Abstract Cells from a cloned rat C-6 glioma cell line were cultured on collagen-coated coverslips for up to 30 days and on organ culture systems using sponge foam matrices or Millipore filter platforms up to 44 days. The light microscopic features throughout the period of observation were those of a relatively poorly differentiated small-cell glioma that did not form glial fibrils. Electron microscopy of the cell line originally obtained and of the same cells maintained in organ culture systems demonstrated only infrequent and sparse microfilaments and no glycogen rosettes.

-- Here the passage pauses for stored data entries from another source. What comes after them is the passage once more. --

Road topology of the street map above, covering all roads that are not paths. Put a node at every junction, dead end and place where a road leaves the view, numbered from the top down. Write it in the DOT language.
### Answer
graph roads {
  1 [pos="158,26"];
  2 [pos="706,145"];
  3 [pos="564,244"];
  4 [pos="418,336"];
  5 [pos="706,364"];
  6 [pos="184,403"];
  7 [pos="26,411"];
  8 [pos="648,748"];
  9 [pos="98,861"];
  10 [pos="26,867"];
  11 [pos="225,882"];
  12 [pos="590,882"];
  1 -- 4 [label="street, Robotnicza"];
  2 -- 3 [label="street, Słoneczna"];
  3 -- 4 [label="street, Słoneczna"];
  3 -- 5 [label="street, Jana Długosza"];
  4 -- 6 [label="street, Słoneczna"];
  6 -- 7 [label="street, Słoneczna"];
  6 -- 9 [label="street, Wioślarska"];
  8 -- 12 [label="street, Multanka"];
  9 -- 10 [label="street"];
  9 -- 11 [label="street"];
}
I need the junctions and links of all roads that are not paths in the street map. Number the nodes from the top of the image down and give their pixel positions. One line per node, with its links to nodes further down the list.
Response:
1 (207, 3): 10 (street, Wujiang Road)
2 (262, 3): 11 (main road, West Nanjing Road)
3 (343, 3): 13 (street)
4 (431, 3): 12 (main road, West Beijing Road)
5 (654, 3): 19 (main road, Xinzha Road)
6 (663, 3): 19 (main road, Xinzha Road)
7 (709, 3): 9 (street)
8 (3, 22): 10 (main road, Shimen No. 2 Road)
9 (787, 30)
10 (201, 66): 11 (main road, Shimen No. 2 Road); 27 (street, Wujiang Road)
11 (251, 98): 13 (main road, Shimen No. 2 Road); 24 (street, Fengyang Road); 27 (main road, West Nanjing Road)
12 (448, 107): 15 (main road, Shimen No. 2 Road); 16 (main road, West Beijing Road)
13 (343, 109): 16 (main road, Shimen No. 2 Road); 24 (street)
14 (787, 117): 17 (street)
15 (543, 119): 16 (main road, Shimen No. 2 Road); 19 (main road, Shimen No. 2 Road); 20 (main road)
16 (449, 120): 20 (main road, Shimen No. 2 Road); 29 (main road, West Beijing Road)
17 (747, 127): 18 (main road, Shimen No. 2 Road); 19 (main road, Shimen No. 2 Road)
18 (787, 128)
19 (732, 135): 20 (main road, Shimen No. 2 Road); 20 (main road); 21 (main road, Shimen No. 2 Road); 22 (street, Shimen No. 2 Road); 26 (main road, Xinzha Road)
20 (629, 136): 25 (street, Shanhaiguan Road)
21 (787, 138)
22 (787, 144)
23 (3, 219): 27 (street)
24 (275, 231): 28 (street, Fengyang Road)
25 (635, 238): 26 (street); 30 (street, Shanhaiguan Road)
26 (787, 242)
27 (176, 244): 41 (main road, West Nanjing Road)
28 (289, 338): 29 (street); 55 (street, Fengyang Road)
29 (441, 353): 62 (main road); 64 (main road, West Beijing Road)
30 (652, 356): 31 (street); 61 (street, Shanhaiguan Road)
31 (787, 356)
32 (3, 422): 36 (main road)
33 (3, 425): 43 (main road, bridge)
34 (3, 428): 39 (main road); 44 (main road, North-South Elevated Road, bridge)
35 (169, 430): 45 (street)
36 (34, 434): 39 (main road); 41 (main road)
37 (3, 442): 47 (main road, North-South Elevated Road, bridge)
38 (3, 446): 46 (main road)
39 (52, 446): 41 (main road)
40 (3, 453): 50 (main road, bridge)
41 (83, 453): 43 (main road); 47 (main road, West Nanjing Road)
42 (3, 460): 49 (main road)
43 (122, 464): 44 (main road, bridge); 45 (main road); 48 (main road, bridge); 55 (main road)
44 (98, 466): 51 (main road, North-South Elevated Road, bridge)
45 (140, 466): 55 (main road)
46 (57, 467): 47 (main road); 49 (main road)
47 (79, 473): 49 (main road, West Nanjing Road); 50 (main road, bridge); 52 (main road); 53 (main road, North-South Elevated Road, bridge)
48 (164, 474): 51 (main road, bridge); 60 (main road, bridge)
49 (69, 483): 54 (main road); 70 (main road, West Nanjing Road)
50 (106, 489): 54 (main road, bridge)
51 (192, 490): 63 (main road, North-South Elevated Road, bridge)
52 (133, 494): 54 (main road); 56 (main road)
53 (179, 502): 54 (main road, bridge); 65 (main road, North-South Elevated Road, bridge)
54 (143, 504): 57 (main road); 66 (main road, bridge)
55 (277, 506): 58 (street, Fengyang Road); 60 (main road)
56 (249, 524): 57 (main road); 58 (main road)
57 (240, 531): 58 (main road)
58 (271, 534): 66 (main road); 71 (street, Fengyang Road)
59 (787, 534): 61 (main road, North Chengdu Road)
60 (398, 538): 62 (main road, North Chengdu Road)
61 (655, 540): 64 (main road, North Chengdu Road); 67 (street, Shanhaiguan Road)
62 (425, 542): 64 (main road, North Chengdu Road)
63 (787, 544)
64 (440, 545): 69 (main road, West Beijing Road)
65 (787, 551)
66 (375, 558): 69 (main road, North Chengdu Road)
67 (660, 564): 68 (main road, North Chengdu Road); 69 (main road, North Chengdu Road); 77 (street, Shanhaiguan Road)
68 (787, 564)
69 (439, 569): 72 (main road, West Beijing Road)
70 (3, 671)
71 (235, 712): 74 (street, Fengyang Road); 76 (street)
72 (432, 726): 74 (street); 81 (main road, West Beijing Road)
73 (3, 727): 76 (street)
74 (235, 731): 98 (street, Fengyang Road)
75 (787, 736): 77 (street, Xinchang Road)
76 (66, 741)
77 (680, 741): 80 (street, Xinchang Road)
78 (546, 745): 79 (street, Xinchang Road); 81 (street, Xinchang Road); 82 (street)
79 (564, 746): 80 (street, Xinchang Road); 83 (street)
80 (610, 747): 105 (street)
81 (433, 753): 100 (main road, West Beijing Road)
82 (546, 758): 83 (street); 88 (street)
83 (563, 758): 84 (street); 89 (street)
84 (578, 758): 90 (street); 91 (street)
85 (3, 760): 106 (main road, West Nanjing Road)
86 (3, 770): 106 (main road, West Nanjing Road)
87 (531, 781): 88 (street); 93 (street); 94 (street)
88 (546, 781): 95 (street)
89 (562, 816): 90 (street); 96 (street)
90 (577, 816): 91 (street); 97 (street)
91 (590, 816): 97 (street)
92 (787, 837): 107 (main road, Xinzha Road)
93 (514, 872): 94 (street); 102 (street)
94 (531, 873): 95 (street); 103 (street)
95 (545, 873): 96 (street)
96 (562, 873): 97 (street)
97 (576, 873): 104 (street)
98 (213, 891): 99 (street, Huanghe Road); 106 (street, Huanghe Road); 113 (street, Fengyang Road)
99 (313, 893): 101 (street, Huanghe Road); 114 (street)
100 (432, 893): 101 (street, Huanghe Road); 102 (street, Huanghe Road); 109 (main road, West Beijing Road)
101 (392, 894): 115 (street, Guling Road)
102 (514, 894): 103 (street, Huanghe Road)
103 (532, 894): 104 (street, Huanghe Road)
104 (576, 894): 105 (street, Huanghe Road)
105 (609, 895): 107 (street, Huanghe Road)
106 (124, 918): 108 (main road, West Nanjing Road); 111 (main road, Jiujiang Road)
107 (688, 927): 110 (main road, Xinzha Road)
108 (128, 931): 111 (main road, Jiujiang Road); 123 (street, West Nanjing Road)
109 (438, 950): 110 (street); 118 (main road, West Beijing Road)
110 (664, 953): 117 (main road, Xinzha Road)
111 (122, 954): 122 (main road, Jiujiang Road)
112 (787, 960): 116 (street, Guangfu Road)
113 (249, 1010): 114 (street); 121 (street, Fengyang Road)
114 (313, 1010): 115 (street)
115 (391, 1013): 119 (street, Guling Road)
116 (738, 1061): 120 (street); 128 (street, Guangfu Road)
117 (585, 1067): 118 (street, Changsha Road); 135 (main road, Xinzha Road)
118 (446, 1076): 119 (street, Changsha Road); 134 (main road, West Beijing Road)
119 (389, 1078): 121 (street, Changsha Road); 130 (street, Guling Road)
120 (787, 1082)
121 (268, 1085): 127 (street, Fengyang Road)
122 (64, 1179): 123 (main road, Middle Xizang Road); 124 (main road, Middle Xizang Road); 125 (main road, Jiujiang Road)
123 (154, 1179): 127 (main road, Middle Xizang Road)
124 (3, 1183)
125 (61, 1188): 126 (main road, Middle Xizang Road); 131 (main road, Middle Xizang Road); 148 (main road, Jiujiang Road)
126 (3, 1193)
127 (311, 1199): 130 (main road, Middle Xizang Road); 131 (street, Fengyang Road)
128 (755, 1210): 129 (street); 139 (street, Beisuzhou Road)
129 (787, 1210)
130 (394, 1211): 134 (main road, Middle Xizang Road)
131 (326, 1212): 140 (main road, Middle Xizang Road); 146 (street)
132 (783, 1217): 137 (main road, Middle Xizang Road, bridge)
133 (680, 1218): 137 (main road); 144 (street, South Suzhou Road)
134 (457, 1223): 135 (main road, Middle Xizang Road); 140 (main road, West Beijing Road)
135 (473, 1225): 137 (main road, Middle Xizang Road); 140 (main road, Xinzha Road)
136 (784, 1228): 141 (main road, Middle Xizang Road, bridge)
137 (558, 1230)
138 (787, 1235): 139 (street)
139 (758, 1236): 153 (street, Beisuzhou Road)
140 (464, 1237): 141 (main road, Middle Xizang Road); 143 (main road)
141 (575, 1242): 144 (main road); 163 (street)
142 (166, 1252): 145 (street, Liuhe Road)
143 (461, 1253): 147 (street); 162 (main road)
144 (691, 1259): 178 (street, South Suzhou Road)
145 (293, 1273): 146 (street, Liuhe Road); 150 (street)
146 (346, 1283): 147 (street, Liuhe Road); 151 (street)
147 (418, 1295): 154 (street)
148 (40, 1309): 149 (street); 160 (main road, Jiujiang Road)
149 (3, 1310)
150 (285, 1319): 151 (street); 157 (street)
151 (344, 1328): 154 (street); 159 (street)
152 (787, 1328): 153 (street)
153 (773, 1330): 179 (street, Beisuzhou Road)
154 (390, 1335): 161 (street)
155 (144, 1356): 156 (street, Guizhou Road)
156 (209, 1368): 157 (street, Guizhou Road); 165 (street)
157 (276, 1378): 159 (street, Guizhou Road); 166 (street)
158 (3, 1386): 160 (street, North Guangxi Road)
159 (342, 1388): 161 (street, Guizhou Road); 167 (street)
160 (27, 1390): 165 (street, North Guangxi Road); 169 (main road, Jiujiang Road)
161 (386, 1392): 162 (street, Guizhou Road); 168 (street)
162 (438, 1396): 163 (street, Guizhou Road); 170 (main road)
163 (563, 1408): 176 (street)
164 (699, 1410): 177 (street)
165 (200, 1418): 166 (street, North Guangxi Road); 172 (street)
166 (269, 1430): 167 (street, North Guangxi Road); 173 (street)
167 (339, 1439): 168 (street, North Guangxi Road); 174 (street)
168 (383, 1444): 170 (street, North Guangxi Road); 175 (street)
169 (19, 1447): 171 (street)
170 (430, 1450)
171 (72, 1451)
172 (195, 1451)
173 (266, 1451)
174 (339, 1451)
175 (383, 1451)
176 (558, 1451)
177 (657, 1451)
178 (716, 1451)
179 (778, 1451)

Immunofluorescence staining for glial fibrillary acidic (GFA) protein, a specific marker for fibrillary astrocytes, was positive in only an occasional cell in monolayer or suspension cell cultures, but was markedly positive in most cells maintained for 12–14 days on sponge foam matrices. These findings suggest that the production of GFA protein can occur in the absence of gliofibrillogenesis in an in vitro system that has been shown to favor differentiation, and that therefore the rat C-6 glioma cell line represents a still undifferentiated glial cell type with the potential to differentiate into fibrillary astrocytes.